→ **The problem**:
Each entry that follows should be retyped exactly.

........

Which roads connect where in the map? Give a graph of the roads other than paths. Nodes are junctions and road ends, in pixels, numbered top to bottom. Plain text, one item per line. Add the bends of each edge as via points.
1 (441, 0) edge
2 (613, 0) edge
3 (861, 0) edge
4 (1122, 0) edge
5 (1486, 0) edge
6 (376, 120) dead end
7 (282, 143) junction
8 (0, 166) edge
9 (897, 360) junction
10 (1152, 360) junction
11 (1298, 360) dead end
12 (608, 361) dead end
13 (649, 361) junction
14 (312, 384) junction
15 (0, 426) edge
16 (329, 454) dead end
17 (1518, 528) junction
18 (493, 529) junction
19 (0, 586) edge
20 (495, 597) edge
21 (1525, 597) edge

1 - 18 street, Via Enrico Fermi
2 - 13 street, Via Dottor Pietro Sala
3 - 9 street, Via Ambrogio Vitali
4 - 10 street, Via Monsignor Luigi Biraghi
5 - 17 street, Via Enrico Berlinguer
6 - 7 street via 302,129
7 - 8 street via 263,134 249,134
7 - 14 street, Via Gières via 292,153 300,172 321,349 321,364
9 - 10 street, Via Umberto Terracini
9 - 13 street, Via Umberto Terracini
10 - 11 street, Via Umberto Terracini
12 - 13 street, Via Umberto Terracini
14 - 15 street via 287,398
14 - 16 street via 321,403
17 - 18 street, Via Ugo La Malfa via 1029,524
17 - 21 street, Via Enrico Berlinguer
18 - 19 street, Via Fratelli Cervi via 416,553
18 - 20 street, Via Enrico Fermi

........

→ **Your response**:
Which roads connect where in the map? Give a graph of the roads other than paths. Nodes are junctions and road ends, in pixels, numbered top to bottom. Plain text, one item per line. Add the bends of each edge as via points.
1 (441, 0) edge
2 (613, 0) edge
3 (861, 0) edge
4 (1122, 0) edge
5 (1486, 0) edge
6 (376, 120) dead end
7 (282, 143) junction
8 (0, 166) edge
9 (897, 360) junction
10 (1152, 360) junction
11 (1298, 360) dead end
12 (608, 361) dead end
13 (649, 361) junction
14 (312, 384) junction
15 (0, 426) edge
16 (329, 454) dead end
17 (1518, 528) junction
18 (493, 529) junction
19 (0, 586) edge
20 (495, 597) edge
21 (1525, 597) edge

1 - 18 street, Via Enrico Fermi
2 - 13 street, Via Dottor Pietro Sala
3 - 9 street, Via Ambrogio Vitali
4 - 10 street, Via Monsignor Luigi Biraghi
5 - 17 street, Via Enrico Berlinguer
6 - 7 street via 302,129
7 - 8 street via 263,134 249,134
7 - 14 street, Via Gières via 292,153 300,172 321,349 321,364
9 - 10 street, Via Umberto Terracini
9 - 13 street, Via Umberto Terracini
10 - 11 street, Via Umberto Terracini
12 - 13 street, Via Umberto Terracini
14 - 15 street via 287,398
14 - 16 street via 321,403
17 - 18 street, Via Ugo La Malfa via 1029,524
17 - 21 street, Via Enrico Berlinguer
18 - 19 street, Via Fratelli Cervi via 416,553
18 - 20 street, Via Enrico Fermi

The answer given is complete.